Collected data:
◇ ◇ ◇

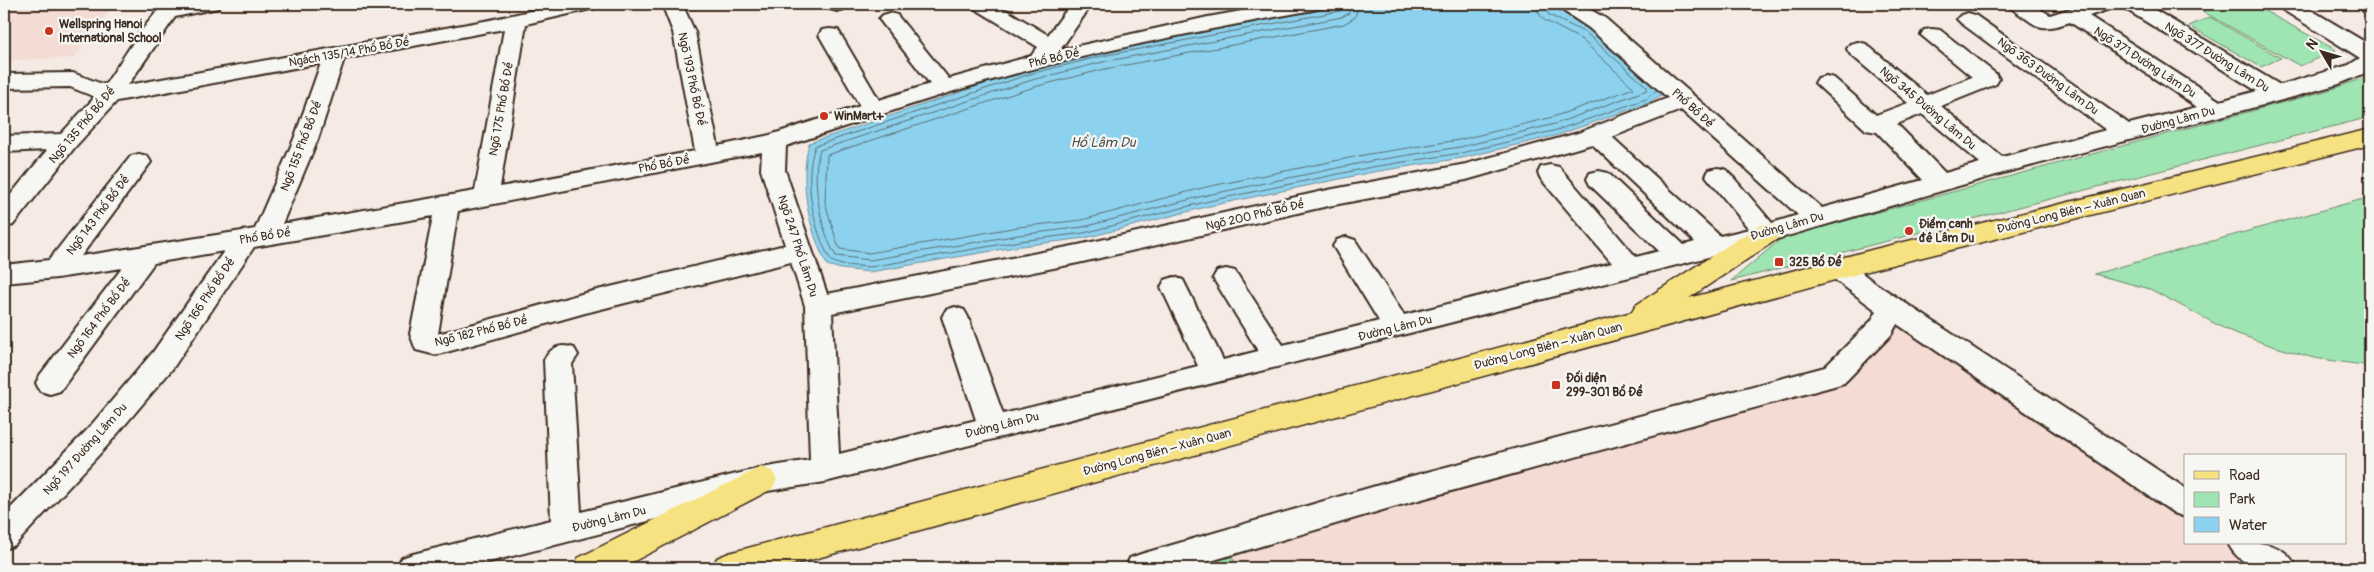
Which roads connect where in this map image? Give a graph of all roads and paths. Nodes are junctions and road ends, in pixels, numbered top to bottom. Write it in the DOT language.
graph roads {
  1 [pos="211,4"];
  2 [pos="588,4"];
  3 [pos="672,4"];
  4 [pos="981,4"];
  5 [pos="1082,4"];
  6 [pos="1303,4"];
  7 [pos="1566,4"];
  8 [pos="2018,4"];
  9 [pos="2105,4"];
  10 [pos="2131,4"];
  11 [pos="2287,4"];
  12 [pos="2369,4"];
  13 [pos="2370,7"];
  14 [pos="170,8"];
  15 [pos="2073,15"];
  16 [pos="890,19"];
  17 [pos="1968,19"];
  18 [pos="516,20"];
  19 [pos="830,34"];
  20 [pos="1932,35"];
  21 [pos="1858,49"];
  22 [pos="335,54"];
  23 [pos="1046,54"];
  24 [pos="2370,54"];
  25 [pos="2370,61"];
  26 [pos="4,81"];
  27 [pos="1826,83"];
  28 [pos="944,87"];
  29 [pos="2278,94"];
  30 [pos="110,95"];
  31 [pos="1685,100"];
  32 [pos="1924,105"];
  33 [pos="873,110"];
  34 [pos="2218,110"];
  35 [pos="1880,121"];
  36 [pos="1595,134"];
  37 [pos="2127,134"];
  38 [pos="2369,137"];
  39 [pos="67,142"];
  40 [pos="774,142"];
  41 [pos="4,144"];
  42 [pos="708,156"];
  43 [pos="139,162"];
  44 [pos="1998,166"];
  45 [pos="1550,173"];
  46 [pos="1718,176"];
  47 [pos="1599,179"];
  48 [pos="1940,183"];
  49 [pos="486,198"];
  50 [pos="447,205"];
  51 [pos="1816,217"];
  52 [pos="4,219"];
  53 [pos="1766,233"];
  54 [pos="255,238"];
  55 [pos="1346,246"];
  56 [pos="1715,246"];
  57 [pos="800,251"];
  58 [pos="147,254"];
  59 [pos="1678,255"];
  60 [pos="1630,268"];
  61 [pos="58,269"];
  62 [pos="1838,269"];
  63 [pos="4,274"];
  64 [pos="1226,278"];
  65 [pos="1174,287"];
  66 [pos="818,306"];
  67 [pos="1892,308"];
  68 [pos="955,317"];
  69 [pos="1628,324"];
  70 [pos="1397,327"];
  71 [pos="564,355"];
  72 [pos="1276,357"];
  73 [pos="163,360"];
  74 [pos="1215,373"];
  75 [pos="50,383"];
  76 [pos="993,428"];
  77 [pos="824,470"];
  78 [pos="761,480"];
  79 [pos="2184,503"];
  80 [pos="567,530"];
  81 [pos="4,536"];
  82 [pos="2244,544"];
  83 [pos="413,568"];
  84 [pos="590,568"];
  85 [pos="729,568"];
  86 [pos="1141,568"];
  87 [pos="2280,568"];
  1 -- 14 [label="street"];
  2 -- 18 [label="street, Ngách 135/14 Phố Bồ Đề"];
  3 -- 42 [label="street, Ngõ 193 Phố Bồ Đề"];
  4 -- 23 [label="street"];
  5 -- 23 [label="street"];
  6 -- 23 [label="street, Phố Bồ Đề"];
  7 -- 31 [label="street, Phố Bồ Đề"];
  8 -- 15 [label="street"];
  9 -- 15 [label="street"];
  10 -- 29 [label="street, Ngõ 377 Đường Lâm Du"];
  11 -- 24 [label="street"];
  12 -- 13 [label="street"];
  14 -- 30 [label="street, Ngõ 135 Phố Bồ Đề"];
  15 -- 34 [label="street, Ngõ 371 Đường Lâm Du"];
  16 -- 28 [label="street"];
  17 -- 37 [label="street, Ngõ 363 Đường Lâm Du"];
  18 -- 22 [label="street, Ngách 135/14 Phố Bồ Đề"];
  18 -- 49 [label="street, Ngõ 175 Phố Bồ Đề"];
  19 -- 33 [label="street"];
  20 -- 32 [label="street"];
  21 -- 32 [label="street, Ngõ 345 Đường Lâm Du"];
  22 -- 30 [label="street, Ngách 135/14 Phố Bồ Đề"];
  22 -- 54 [label="street, Ngõ 155 Phố Bồ Đề"];
  23 -- 28 [label="street, Phố Bồ Đề"];
  25 -- 29 [label="street, Đường Lâm Du"];
  26 -- 30 [label="street"];
  27 -- 35 [label="street"];
  28 -- 33 [label="street, Phố Bồ Đề"];
  29 -- 34 [label="street, Đường Lâm Du"];
  30 -- 39 [label="street, Ngõ 135 Phố Bồ Đề"];
  31 -- 36 [label="street, Ngõ 200 Phố Bồ Đề"];
  31 -- 51 [label="street, Phố Bồ Đề"];
  32 -- 35 [label="street"];
  32 -- 44 [label="street, Ngõ 345 Đường Lâm Du"];
  33 -- 40 [label="street, Phố Bồ Đề"];
  34 -- 37 [label="street, Đường Lâm Du"];
  35 -- 48 [label="street"];
  36 -- 56 [label="street"];
  36 -- 66 [label="street, Ngõ 200 Phố Bồ Đề"];
  37 -- 44 [label="street, Đường Lâm Du"];
  38 -- 62 [label="main road, Đường Long Biên – Xuân Quan"];
  39 -- 41 [label="street"];
  39 -- 52 [label="street, Ngõ 135 Phố Bồ Đề"];
  40 -- 42 [label="street, Phố Bồ Đề"];
  40 -- 57 [label="street, Ngõ 247 Phố Lâm Du"];
  42 -- 49 [label="street, Phố Bồ Đề"];
  43 -- 61 [label="street, Ngõ 143 Phố Bồ Đề"];
  44 -- 48 [label="street, Đường Lâm Du"];
  45 -- 60 [label="street"];
  46 -- 53 [label="street"];
  47 -- 59 [label="street"];
  48 -- 51 [label="street, Đường Lâm Du"];
  49 -- 50 [label="street, Phố Bồ Đề"];
  50 -- 54 [label="street, Phố Bồ Đề"];
  50 -- 57 [label="street, Ngõ 182 Phố Bồ Đề"];
  51 -- 53 [label="street, Đường Lâm Du"];
  53 -- 56 [label="street, Đường Lâm Du"];
  53 -- 69 [label="main road"];
  54 -- 58 [label="street, Phố Bồ Đề"];
  54 -- 73 [label="street, Ngõ 166 Phố Bồ Đề"];
  55 -- 70 [label="street"];
  56 -- 59 [label="street, Đường Lâm Du"];
  57 -- 66 [label="street, Ngõ 247 Phố Lâm Du"];
  58 -- 61 [label="street, Phố Bồ Đề"];
  58 -- 75 [label="street, Ngõ 164 Phố Bồ Đề"];
  59 -- 60 [label="street, Đường Lâm Du"];
  60 -- 70 [label="street, Đường Lâm Du"];
  61 -- 63 [label="street, Phố Bồ Đề"];
  62 -- 67 [label="street"];
  62 -- 69 [label="main road, Đường Long Biên – Xuân Quan"];
  64 -- 72 [label="street"];
  65 -- 74 [label="street"];
  66 -- 77 [label="street, Ngõ 247 Phố Lâm Du"];
  67 -- 79 [label="street"];
  67 -- 86 [label="street"];
  68 -- 76 [label="street"];
  69 -- 85 [label="main road, Đường Long Biên – Xuân Quan"];
  70 -- 72 [label="street, Đường Lâm Du"];
  71 -- 80 [label="street"];
  72 -- 74 [label="street, Đường Lâm Du"];
  73 -- 81 [label="street, Ngõ 197 Đường Lâm Du"];
  74 -- 76 [label="street, Đường Lâm Du"];
  76 -- 77 [label="street, Đường Lâm Du"];
  77 -- 78 [label="street, Đường Lâm Du"];
  78 -- 80 [label="street, Đường Lâm Du"];
  78 -- 84 [label="main road"];
  80 -- 83 [label="street, Đường Lâm Du"];
  82 -- 87 [label="street"];
}
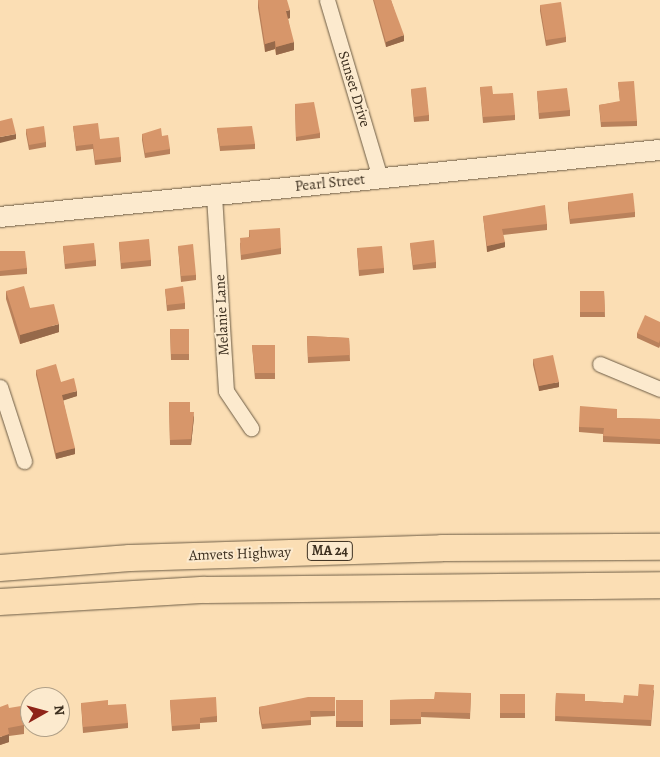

◇ ◇ ◇

Exercise details: Restate each record from above word for word, excluding any picture it holds.

Exercise solution:
Which roads connect where in this map image? Give a graph of all roads and paths. Nodes are junctions and road ends, in pixels, numbered top to bottom. Write it in the DOT language.
graph roads {
  1 [pos="211,4"];
  2 [pos="588,4"];
  3 [pos="672,4"];
  4 [pos="981,4"];
  5 [pos="1082,4"];
  6 [pos="1303,4"];
  7 [pos="1566,4"];
  8 [pos="2018,4"];
  9 [pos="2105,4"];
  10 [pos="2131,4"];
  11 [pos="2287,4"];
  12 [pos="2369,4"];
  13 [pos="2370,7"];
  14 [pos="170,8"];
  15 [pos="2073,15"];
  16 [pos="890,19"];
  17 [pos="1968,19"];
  18 [pos="516,20"];
  19 [pos="830,34"];
  20 [pos="1932,35"];
  21 [pos="1858,49"];
  22 [pos="335,54"];
  23 [pos="1046,54"];
  24 [pos="2370,54"];
  25 [pos="2370,61"];
  26 [pos="4,81"];
  27 [pos="1826,83"];
  28 [pos="944,87"];
  29 [pos="2278,94"];
  30 [pos="110,95"];
  31 [pos="1685,100"];
  32 [pos="1924,105"];
  33 [pos="873,110"];
  34 [pos="2218,110"];
  35 [pos="1880,121"];
  36 [pos="1595,134"];
  37 [pos="2127,134"];
  38 [pos="2369,137"];
  39 [pos="67,142"];
  40 [pos="774,142"];
  41 [pos="4,144"];
  42 [pos="708,156"];
  43 [pos="139,162"];
  44 [pos="1998,166"];
  45 [pos="1550,173"];
  46 [pos="1718,176"];
  47 [pos="1599,179"];
  48 [pos="1940,183"];
  49 [pos="486,198"];
  50 [pos="447,205"];
  51 [pos="1816,217"];
  52 [pos="4,219"];
  53 [pos="1766,233"];
  54 [pos="255,238"];
  55 [pos="1346,246"];
  56 [pos="1715,246"];
  57 [pos="800,251"];
  58 [pos="147,254"];
  59 [pos="1678,255"];
  60 [pos="1630,268"];
  61 [pos="58,269"];
  62 [pos="1838,269"];
  63 [pos="4,274"];
  64 [pos="1226,278"];
  65 [pos="1174,287"];
  66 [pos="818,306"];
  67 [pos="1892,308"];
  68 [pos="955,317"];
  69 [pos="1628,324"];
  70 [pos="1397,327"];
  71 [pos="564,355"];
  72 [pos="1276,357"];
  73 [pos="163,360"];
  74 [pos="1215,373"];
  75 [pos="50,383"];
  76 [pos="993,428"];
  77 [pos="824,470"];
  78 [pos="761,480"];
  79 [pos="2184,503"];
  80 [pos="567,530"];
  81 [pos="4,536"];
  82 [pos="2244,544"];
  83 [pos="413,568"];
  84 [pos="590,568"];
  85 [pos="729,568"];
  86 [pos="1141,568"];
  87 [pos="2280,568"];
  1 -- 14 [label="street"];
  2 -- 18 [label="street, Ngách 135/14 Phố Bồ Đề"];
  3 -- 42 [label="street, Ngõ 193 Phố Bồ Đề"];
  4 -- 23 [label="street"];
  5 -- 23 [label="street"];
  6 -- 23 [label="street, Phố Bồ Đề"];
  7 -- 31 [label="street, Phố Bồ Đề"];
  8 -- 15 [label="street"];
  9 -- 15 [label="street"];
  10 -- 29 [label="street, Ngõ 377 Đường Lâm Du"];
  11 -- 24 [label="street"];
  12 -- 13 [label="street"];
  14 -- 30 [label="street, Ngõ 135 Phố Bồ Đề"];
  15 -- 34 [label="street, Ngõ 371 Đường Lâm Du"];
  16 -- 28 [label="street"];
  17 -- 37 [label="street, Ngõ 363 Đường Lâm Du"];
  18 -- 22 [label="street, Ngách 135/14 Phố Bồ Đề"];
  18 -- 49 [label="street, Ngõ 175 Phố Bồ Đề"];
  19 -- 33 [label="street"];
  20 -- 32 [label="street"];
  21 -- 32 [label="street, Ngõ 345 Đường Lâm Du"];
  22 -- 30 [label="street, Ngách 135/14 Phố Bồ Đề"];
  22 -- 54 [label="street, Ngõ 155 Phố Bồ Đề"];
  23 -- 28 [label="street, Phố Bồ Đề"];
  25 -- 29 [label="street, Đường Lâm Du"];
  26 -- 30 [label="street"];
  27 -- 35 [label="street"];
  28 -- 33 [label="street, Phố Bồ Đề"];
  29 -- 34 [label="street, Đường Lâm Du"];
  30 -- 39 [label="street, Ngõ 135 Phố Bồ Đề"];
  31 -- 36 [label="street, Ngõ 200 Phố Bồ Đề"];
  31 -- 51 [label="street, Phố Bồ Đề"];
  32 -- 35 [label="street"];
  32 -- 44 [label="street, Ngõ 345 Đường Lâm Du"];
  33 -- 40 [label="street, Phố Bồ Đề"];
  34 -- 37 [label="street, Đường Lâm Du"];
  35 -- 48 [label="street"];
  36 -- 56 [label="street"];
  36 -- 66 [label="street, Ngõ 200 Phố Bồ Đề"];
  37 -- 44 [label="street, Đường Lâm Du"];
  38 -- 62 [label="main road, Đường Long Biên – Xuân Quan"];
  39 -- 41 [label="street"];
  39 -- 52 [label="street, Ngõ 135 Phố Bồ Đề"];
  40 -- 42 [label="street, Phố Bồ Đề"];
  40 -- 57 [label="street, Ngõ 247 Phố Lâm Du"];
  42 -- 49 [label="street, Phố Bồ Đề"];
  43 -- 61 [label="street, Ngõ 143 Phố Bồ Đề"];
  44 -- 48 [label="street, Đường Lâm Du"];
  45 -- 60 [label="street"];
  46 -- 53 [label="street"];
  47 -- 59 [label="street"];
  48 -- 51 [label="street, Đường Lâm Du"];
  49 -- 50 [label="street, Phố Bồ Đề"];
  50 -- 54 [label="street, Phố Bồ Đề"];
  50 -- 57 [label="street, Ngõ 182 Phố Bồ Đề"];
  51 -- 53 [label="street, Đường Lâm Du"];
  53 -- 56 [label="street, Đường Lâm Du"];
  53 -- 69 [label="main road"];
  54 -- 58 [label="street, Phố Bồ Đề"];
  54 -- 73 [label="street, Ngõ 166 Phố Bồ Đề"];
  55 -- 70 [label="street"];
  56 -- 59 [label="street, Đường Lâm Du"];
  57 -- 66 [label="street, Ngõ 247 Phố Lâm Du"];
  58 -- 61 [label="street, Phố Bồ Đề"];
  58 -- 75 [label="street, Ngõ 164 Phố Bồ Đề"];
  59 -- 60 [label="street, Đường Lâm Du"];
  60 -- 70 [label="street, Đường Lâm Du"];
  61 -- 63 [label="street, Phố Bồ Đề"];
  62 -- 67 [label="street"];
  62 -- 69 [label="main road, Đường Long Biên – Xuân Quan"];
  64 -- 72 [label="street"];
  65 -- 74 [label="street"];
  66 -- 77 [label="street, Ngõ 247 Phố Lâm Du"];
  67 -- 79 [label="street"];
  67 -- 86 [label="street"];
  68 -- 76 [label="street"];
  69 -- 85 [label="main road, Đường Long Biên – Xuân Quan"];
  70 -- 72 [label="street, Đường Lâm Du"];
  71 -- 80 [label="street"];
  72 -- 74 [label="street, Đường Lâm Du"];
  73 -- 81 [label="street, Ngõ 197 Đường Lâm Du"];
  74 -- 76 [label="street, Đường Lâm Du"];
  76 -- 77 [label="street, Đường Lâm Du"];
  77 -- 78 [label="street, Đường Lâm Du"];
  78 -- 80 [label="street, Đường Lâm Du"];
  78 -- 84 [label="main road"];
  80 -- 83 [label="street, Đường Lâm Du"];
  82 -- 87 [label="street"];
}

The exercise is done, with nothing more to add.